"""

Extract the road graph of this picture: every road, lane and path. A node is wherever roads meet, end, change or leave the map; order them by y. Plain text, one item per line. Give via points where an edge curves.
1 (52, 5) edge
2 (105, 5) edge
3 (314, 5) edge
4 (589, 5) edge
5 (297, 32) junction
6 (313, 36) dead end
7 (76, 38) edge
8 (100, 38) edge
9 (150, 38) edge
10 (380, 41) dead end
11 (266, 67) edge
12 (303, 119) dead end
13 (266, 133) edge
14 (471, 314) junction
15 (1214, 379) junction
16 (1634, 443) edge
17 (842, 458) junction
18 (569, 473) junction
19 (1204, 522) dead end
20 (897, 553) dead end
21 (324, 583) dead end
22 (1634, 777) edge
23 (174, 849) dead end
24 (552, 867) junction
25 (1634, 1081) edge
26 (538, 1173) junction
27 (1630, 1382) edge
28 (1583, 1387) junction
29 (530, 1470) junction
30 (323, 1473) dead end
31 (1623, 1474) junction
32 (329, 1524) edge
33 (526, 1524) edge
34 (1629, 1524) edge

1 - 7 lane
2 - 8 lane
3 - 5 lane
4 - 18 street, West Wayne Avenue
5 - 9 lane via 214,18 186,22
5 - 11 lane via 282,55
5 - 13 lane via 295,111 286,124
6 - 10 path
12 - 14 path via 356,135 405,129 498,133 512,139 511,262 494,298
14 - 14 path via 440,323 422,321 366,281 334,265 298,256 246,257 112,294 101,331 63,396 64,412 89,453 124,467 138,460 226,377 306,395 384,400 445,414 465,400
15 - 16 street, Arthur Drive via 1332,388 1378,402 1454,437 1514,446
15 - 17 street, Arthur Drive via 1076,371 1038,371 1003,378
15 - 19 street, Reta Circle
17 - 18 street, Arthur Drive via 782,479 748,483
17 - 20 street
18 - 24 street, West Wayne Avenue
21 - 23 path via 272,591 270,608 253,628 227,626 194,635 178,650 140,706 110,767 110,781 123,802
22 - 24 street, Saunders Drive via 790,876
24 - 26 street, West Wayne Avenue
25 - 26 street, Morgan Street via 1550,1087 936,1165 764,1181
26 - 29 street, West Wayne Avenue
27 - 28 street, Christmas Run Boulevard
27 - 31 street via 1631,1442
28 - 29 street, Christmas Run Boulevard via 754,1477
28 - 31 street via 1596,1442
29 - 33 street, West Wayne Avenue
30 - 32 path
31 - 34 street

"""

- _Instructions to follow_:
Here, the records must be output exactly and in full.

- _Answer box_:
Extract the road graph of this picture: every road, lane and path. A node is wherever roads meet, end, change or leave the map; order them by y. Plain text, one item per line. Give via points where an edge curves.
1 (52, 5) edge
2 (105, 5) edge
3 (314, 5) edge
4 (589, 5) edge
5 (297, 32) junction
6 (313, 36) dead end
7 (76, 38) edge
8 (100, 38) edge
9 (150, 38) edge
10 (380, 41) dead end
11 (266, 67) edge
12 (303, 119) dead end
13 (266, 133) edge
14 (471, 314) junction
15 (1214, 379) junction
16 (1634, 443) edge
17 (842, 458) junction
18 (569, 473) junction
19 (1204, 522) dead end
20 (897, 553) dead end
21 (324, 583) dead end
22 (1634, 777) edge
23 (174, 849) dead end
24 (552, 867) junction
25 (1634, 1081) edge
26 (538, 1173) junction
27 (1630, 1382) edge
28 (1583, 1387) junction
29 (530, 1470) junction
30 (323, 1473) dead end
31 (1623, 1474) junction
32 (329, 1524) edge
33 (526, 1524) edge
34 (1629, 1524) edge

1 - 7 lane
2 - 8 lane
3 - 5 lane
4 - 18 street, West Wayne Avenue
5 - 9 lane via 214,18 186,22
5 - 11 lane via 282,55
5 - 13 lane via 295,111 286,124
6 - 10 path
12 - 14 path via 356,135 405,129 498,133 512,139 511,262 494,298
14 - 14 path via 440,323 422,321 366,281 334,265 298,256 246,257 112,294 101,331 63,396 64,412 89,453 124,467 138,460 226,377 306,395 384,400 445,414 465,400
15 - 16 street, Arthur Drive via 1332,388 1378,402 1454,437 1514,446
15 - 17 street, Arthur Drive via 1076,371 1038,371 1003,378
15 - 19 street, Reta Circle
17 - 18 street, Arthur Drive via 782,479 748,483
17 - 20 street
18 - 24 street, West Wayne Avenue
21 - 23 path via 272,591 270,608 253,628 227,626 194,635 178,650 140,706 110,767 110,781 123,802
22 - 24 street, Saunders Drive via 790,876
24 - 26 street, West Wayne Avenue
25 - 26 street, Morgan Street via 1550,1087 936,1165 764,1181
26 - 29 street, West Wayne Avenue
27 - 28 street, Christmas Run Boulevard
27 - 31 street via 1631,1442
28 - 29 street, Christmas Run Boulevard via 754,1477
28 - 31 street via 1596,1442
29 - 33 street, West Wayne Avenue
30 - 32 path
31 - 34 street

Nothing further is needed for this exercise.